Exercise: Set down the whole listing below exactly, without pictures.

Listed records:

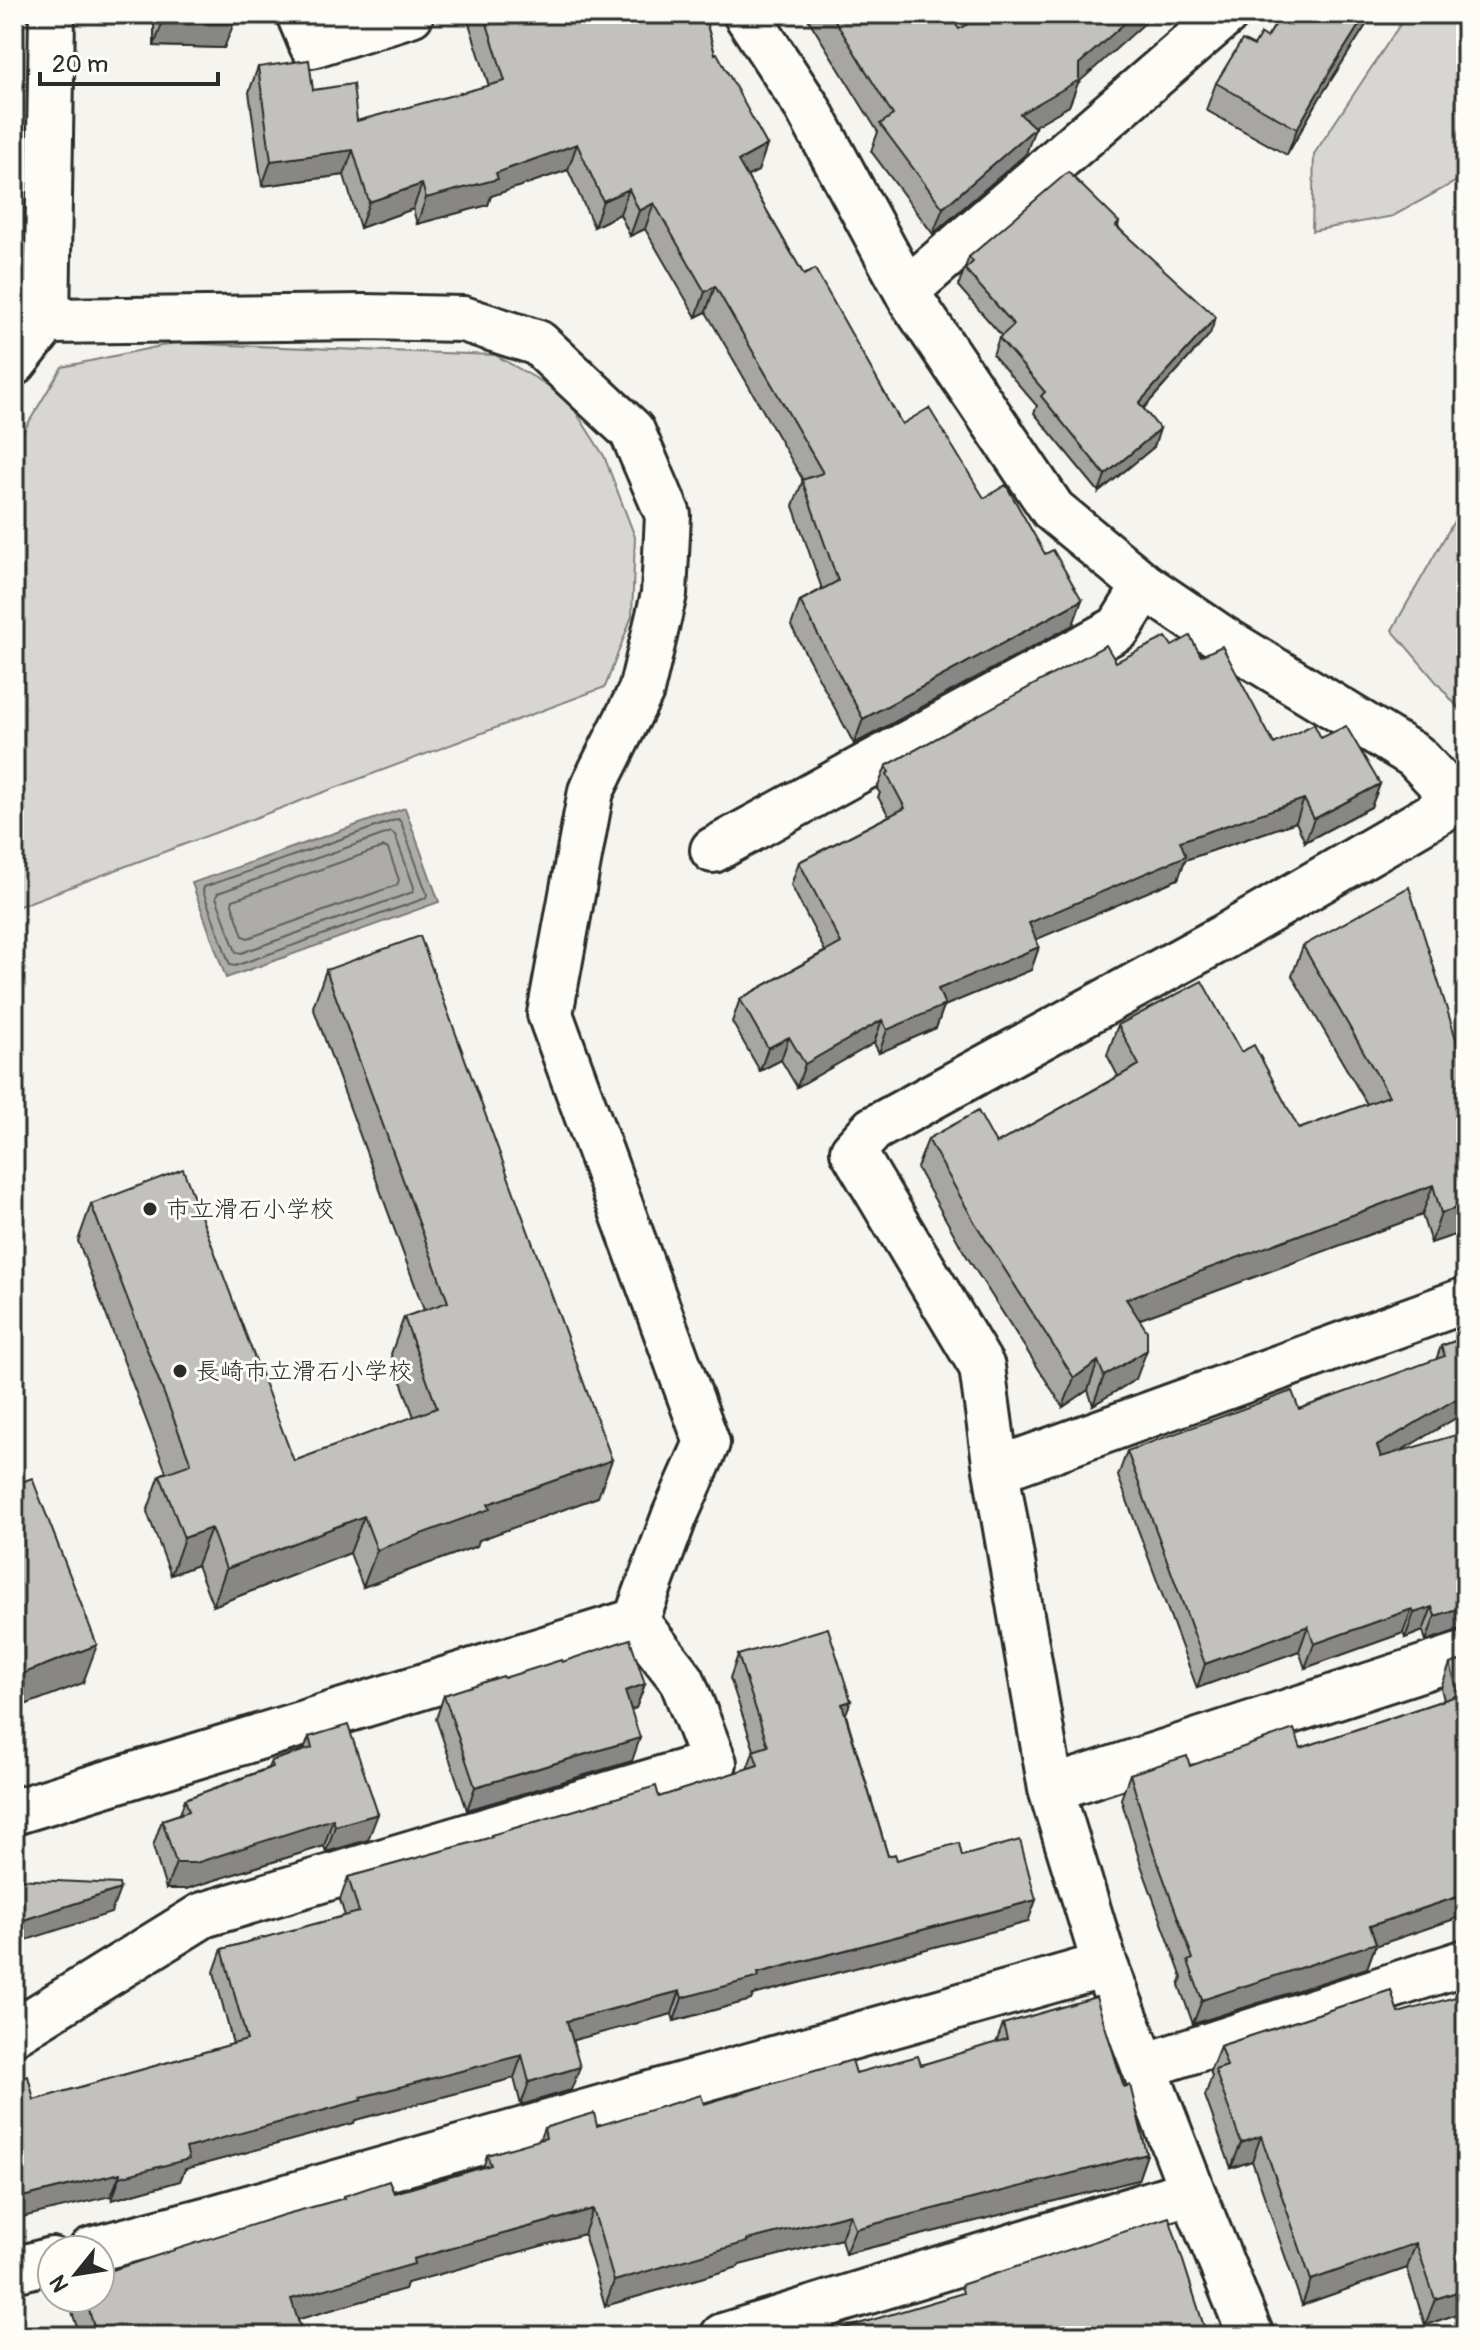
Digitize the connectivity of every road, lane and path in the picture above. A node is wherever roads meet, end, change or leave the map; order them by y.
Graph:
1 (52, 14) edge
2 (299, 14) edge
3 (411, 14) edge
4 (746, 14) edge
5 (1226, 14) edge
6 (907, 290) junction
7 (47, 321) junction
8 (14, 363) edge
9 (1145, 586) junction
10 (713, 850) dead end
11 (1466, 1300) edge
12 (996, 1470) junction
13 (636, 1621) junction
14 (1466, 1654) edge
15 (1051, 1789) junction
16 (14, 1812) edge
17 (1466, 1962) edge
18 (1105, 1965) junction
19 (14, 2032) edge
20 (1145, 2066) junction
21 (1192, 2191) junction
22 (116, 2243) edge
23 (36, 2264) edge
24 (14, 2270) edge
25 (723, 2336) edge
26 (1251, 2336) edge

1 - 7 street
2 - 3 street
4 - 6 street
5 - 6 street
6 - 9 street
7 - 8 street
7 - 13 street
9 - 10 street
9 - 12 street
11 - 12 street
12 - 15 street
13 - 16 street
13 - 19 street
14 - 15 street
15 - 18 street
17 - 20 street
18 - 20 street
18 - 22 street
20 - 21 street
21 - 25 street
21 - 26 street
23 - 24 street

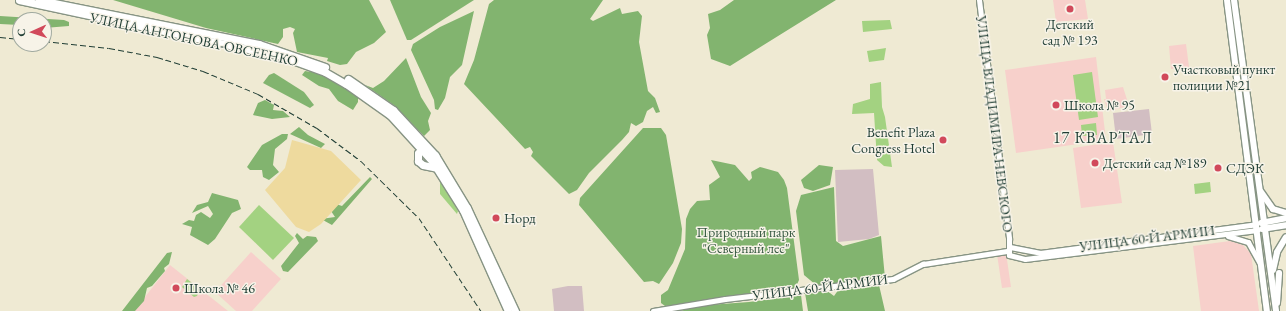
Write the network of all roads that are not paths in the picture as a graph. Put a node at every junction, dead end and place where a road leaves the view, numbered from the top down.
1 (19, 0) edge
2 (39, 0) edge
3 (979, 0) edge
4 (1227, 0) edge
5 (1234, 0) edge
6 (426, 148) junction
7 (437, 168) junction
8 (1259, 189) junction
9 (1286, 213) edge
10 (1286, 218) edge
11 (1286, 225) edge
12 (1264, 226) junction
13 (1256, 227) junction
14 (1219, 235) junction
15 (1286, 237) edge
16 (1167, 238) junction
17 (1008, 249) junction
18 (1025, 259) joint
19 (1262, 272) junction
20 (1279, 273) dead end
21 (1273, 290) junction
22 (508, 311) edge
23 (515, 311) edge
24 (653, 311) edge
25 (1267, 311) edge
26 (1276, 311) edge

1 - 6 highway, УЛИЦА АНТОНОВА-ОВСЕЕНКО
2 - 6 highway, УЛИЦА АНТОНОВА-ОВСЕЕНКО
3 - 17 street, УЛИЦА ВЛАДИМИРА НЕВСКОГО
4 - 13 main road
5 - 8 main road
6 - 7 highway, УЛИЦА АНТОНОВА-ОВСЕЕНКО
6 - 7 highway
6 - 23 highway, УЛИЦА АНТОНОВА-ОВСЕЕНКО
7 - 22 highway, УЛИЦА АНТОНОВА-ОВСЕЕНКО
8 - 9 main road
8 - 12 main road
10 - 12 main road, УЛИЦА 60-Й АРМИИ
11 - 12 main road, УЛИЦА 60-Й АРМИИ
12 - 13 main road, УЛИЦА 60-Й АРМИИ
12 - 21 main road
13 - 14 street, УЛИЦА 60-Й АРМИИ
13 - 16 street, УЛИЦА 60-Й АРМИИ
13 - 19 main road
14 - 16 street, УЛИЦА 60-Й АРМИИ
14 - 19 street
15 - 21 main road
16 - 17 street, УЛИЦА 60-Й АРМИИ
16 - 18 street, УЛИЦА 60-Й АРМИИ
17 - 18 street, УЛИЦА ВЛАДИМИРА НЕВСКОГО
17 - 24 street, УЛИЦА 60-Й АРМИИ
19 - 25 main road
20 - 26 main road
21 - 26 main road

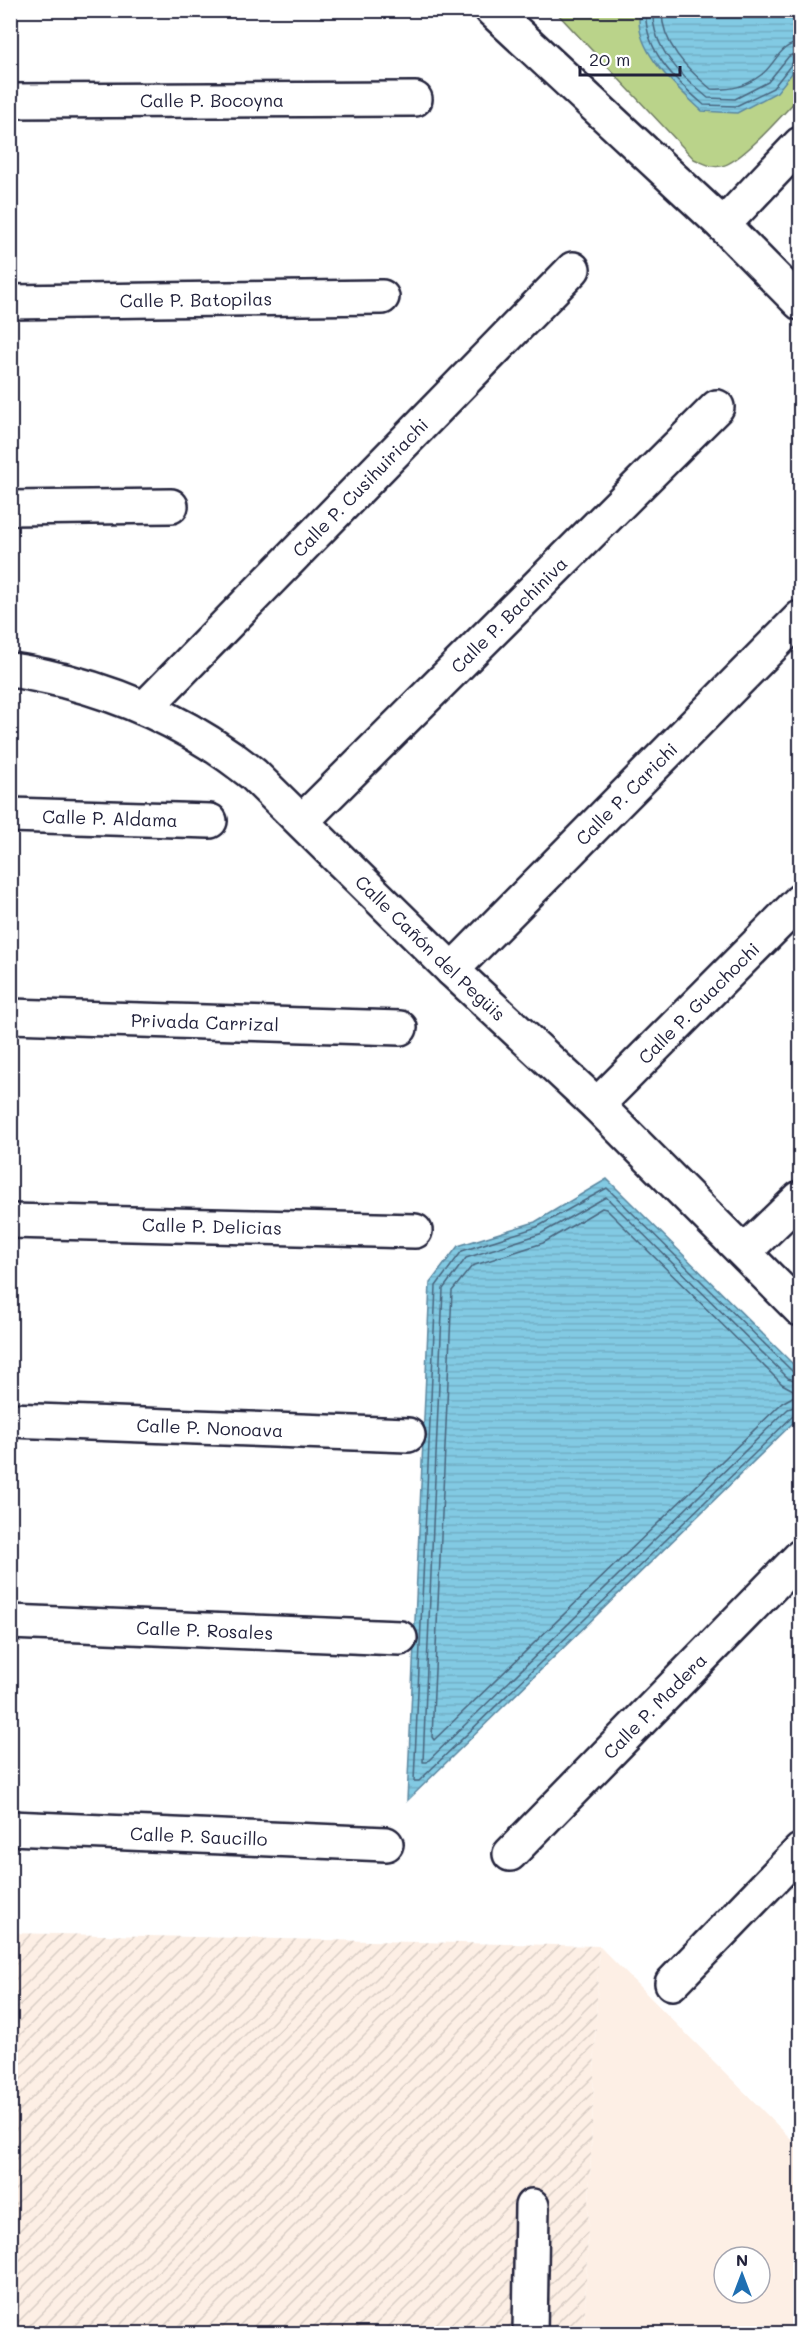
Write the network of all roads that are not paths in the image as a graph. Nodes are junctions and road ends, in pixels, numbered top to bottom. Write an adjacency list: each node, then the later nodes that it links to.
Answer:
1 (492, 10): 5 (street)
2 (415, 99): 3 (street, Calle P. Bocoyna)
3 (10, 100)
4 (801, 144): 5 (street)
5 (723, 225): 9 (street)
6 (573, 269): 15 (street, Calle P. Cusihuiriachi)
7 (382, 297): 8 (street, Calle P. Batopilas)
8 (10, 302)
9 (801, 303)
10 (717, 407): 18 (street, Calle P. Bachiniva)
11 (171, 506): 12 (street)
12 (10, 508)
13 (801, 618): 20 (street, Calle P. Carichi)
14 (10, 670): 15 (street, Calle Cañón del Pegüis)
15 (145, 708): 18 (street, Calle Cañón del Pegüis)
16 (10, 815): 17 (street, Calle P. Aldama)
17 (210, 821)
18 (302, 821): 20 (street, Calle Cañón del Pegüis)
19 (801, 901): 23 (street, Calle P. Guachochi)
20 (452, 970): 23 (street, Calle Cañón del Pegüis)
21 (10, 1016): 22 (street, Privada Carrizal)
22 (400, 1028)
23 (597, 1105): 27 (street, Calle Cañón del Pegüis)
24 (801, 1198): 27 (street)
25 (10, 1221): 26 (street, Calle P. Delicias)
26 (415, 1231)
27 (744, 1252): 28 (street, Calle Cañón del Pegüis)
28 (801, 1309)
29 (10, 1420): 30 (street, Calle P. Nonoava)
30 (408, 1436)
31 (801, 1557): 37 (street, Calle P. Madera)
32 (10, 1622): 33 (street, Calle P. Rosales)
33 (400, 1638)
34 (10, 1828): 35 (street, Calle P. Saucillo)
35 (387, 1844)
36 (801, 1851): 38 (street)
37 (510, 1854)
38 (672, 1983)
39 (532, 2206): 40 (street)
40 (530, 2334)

Written solution:
Digitize the connectivity of every road, lane and path in the picture above. A node is wherever roads meet, end, change or leave the map; order them by y.
Graph:
1 (52, 14) edge
2 (299, 14) edge
3 (411, 14) edge
4 (746, 14) edge
5 (1226, 14) edge
6 (907, 290) junction
7 (47, 321) junction
8 (14, 363) edge
9 (1145, 586) junction
10 (713, 850) dead end
11 (1466, 1300) edge
12 (996, 1470) junction
13 (636, 1621) junction
14 (1466, 1654) edge
15 (1051, 1789) junction
16 (14, 1812) edge
17 (1466, 1962) edge
18 (1105, 1965) junction
19 (14, 2032) edge
20 (1145, 2066) junction
21 (1192, 2191) junction
22 (116, 2243) edge
23 (36, 2264) edge
24 (14, 2270) edge
25 (723, 2336) edge
26 (1251, 2336) edge

1 - 7 street
2 - 3 street
4 - 6 street
5 - 6 street
6 - 9 street
7 - 8 street
7 - 13 street
9 - 10 street
9 - 12 street
11 - 12 street
12 - 15 street
13 - 16 street
13 - 19 street
14 - 15 street
15 - 18 street
17 - 20 street
18 - 20 street
18 - 22 street
20 - 21 street
21 - 25 street
21 - 26 street
23 - 24 street

Write the network of all roads that are not paths in the picture as a graph. Put a node at every junction, dead end and place where a road leaves the view, numbered from the top down.
1 (19, 0) edge
2 (39, 0) edge
3 (979, 0) edge
4 (1227, 0) edge
5 (1234, 0) edge
6 (426, 148) junction
7 (437, 168) junction
8 (1259, 189) junction
9 (1286, 213) edge
10 (1286, 218) edge
11 (1286, 225) edge
12 (1264, 226) junction
13 (1256, 227) junction
14 (1219, 235) junction
15 (1286, 237) edge
16 (1167, 238) junction
17 (1008, 249) junction
18 (1025, 259) joint
19 (1262, 272) junction
20 (1279, 273) dead end
21 (1273, 290) junction
22 (508, 311) edge
23 (515, 311) edge
24 (653, 311) edge
25 (1267, 311) edge
26 (1276, 311) edge

1 - 6 highway, УЛИЦА АНТОНОВА-ОВСЕЕНКО
2 - 6 highway, УЛИЦА АНТОНОВА-ОВСЕЕНКО
3 - 17 street, УЛИЦА ВЛАДИМИРА НЕВСКОГО
4 - 13 main road
5 - 8 main road
6 - 7 highway, УЛИЦА АНТОНОВА-ОВСЕЕНКО
6 - 7 highway
6 - 23 highway, УЛИЦА АНТОНОВА-ОВСЕЕНКО
7 - 22 highway, УЛИЦА АНТОНОВА-ОВСЕЕНКО
8 - 9 main road
8 - 12 main road
10 - 12 main road, УЛИЦА 60-Й АРМИИ
11 - 12 main road, УЛИЦА 60-Й АРМИИ
12 - 13 main road, УЛИЦА 60-Й АРМИИ
12 - 21 main road
13 - 14 street, УЛИЦА 60-Й АРМИИ
13 - 16 street, УЛИЦА 60-Й АРМИИ
13 - 19 main road
14 - 16 street, УЛИЦА 60-Й АРМИИ
14 - 19 street
15 - 21 main road
16 - 17 street, УЛИЦА 60-Й АРМИИ
16 - 18 street, УЛИЦА 60-Й АРМИИ
17 - 18 street, УЛИЦА ВЛАДИМИРА НЕВСКОГО
17 - 24 street, УЛИЦА 60-Й АРМИИ
19 - 25 main road
20 - 26 main road
21 - 26 main road

Write the network of all roads that are not paths in the image as a graph. Nodes are junctions and road ends, in pixels, numbered top to bottom. Write an adjacency list: each node, then the later nodes that it links to.
Answer:
1 (492, 10): 5 (street)
2 (415, 99): 3 (street, Calle P. Bocoyna)
3 (10, 100)
4 (801, 144): 5 (street)
5 (723, 225): 9 (street)
6 (573, 269): 15 (street, Calle P. Cusihuiriachi)
7 (382, 297): 8 (street, Calle P. Batopilas)
8 (10, 302)
9 (801, 303)
10 (717, 407): 18 (street, Calle P. Bachiniva)
11 (171, 506): 12 (street)
12 (10, 508)
13 (801, 618): 20 (street, Calle P. Carichi)
14 (10, 670): 15 (street, Calle Cañón del Pegüis)
15 (145, 708): 18 (street, Calle Cañón del Pegüis)
16 (10, 815): 17 (street, Calle P. Aldama)
17 (210, 821)
18 (302, 821): 20 (street, Calle Cañón del Pegüis)
19 (801, 901): 23 (street, Calle P. Guachochi)
20 (452, 970): 23 (street, Calle Cañón del Pegüis)
21 (10, 1016): 22 (street, Privada Carrizal)
22 (400, 1028)
23 (597, 1105): 27 (street, Calle Cañón del Pegüis)
24 (801, 1198): 27 (street)
25 (10, 1221): 26 (street, Calle P. Delicias)
26 (415, 1231)
27 (744, 1252): 28 (street, Calle Cañón del Pegüis)
28 (801, 1309)
29 (10, 1420): 30 (street, Calle P. Nonoava)
30 (408, 1436)
31 (801, 1557): 37 (street, Calle P. Madera)
32 (10, 1622): 33 (street, Calle P. Rosales)
33 (400, 1638)
34 (10, 1828): 35 (street, Calle P. Saucillo)
35 (387, 1844)
36 (801, 1851): 38 (street)
37 (510, 1854)
38 (672, 1983)
39 (532, 2206): 40 (street)
40 (530, 2334)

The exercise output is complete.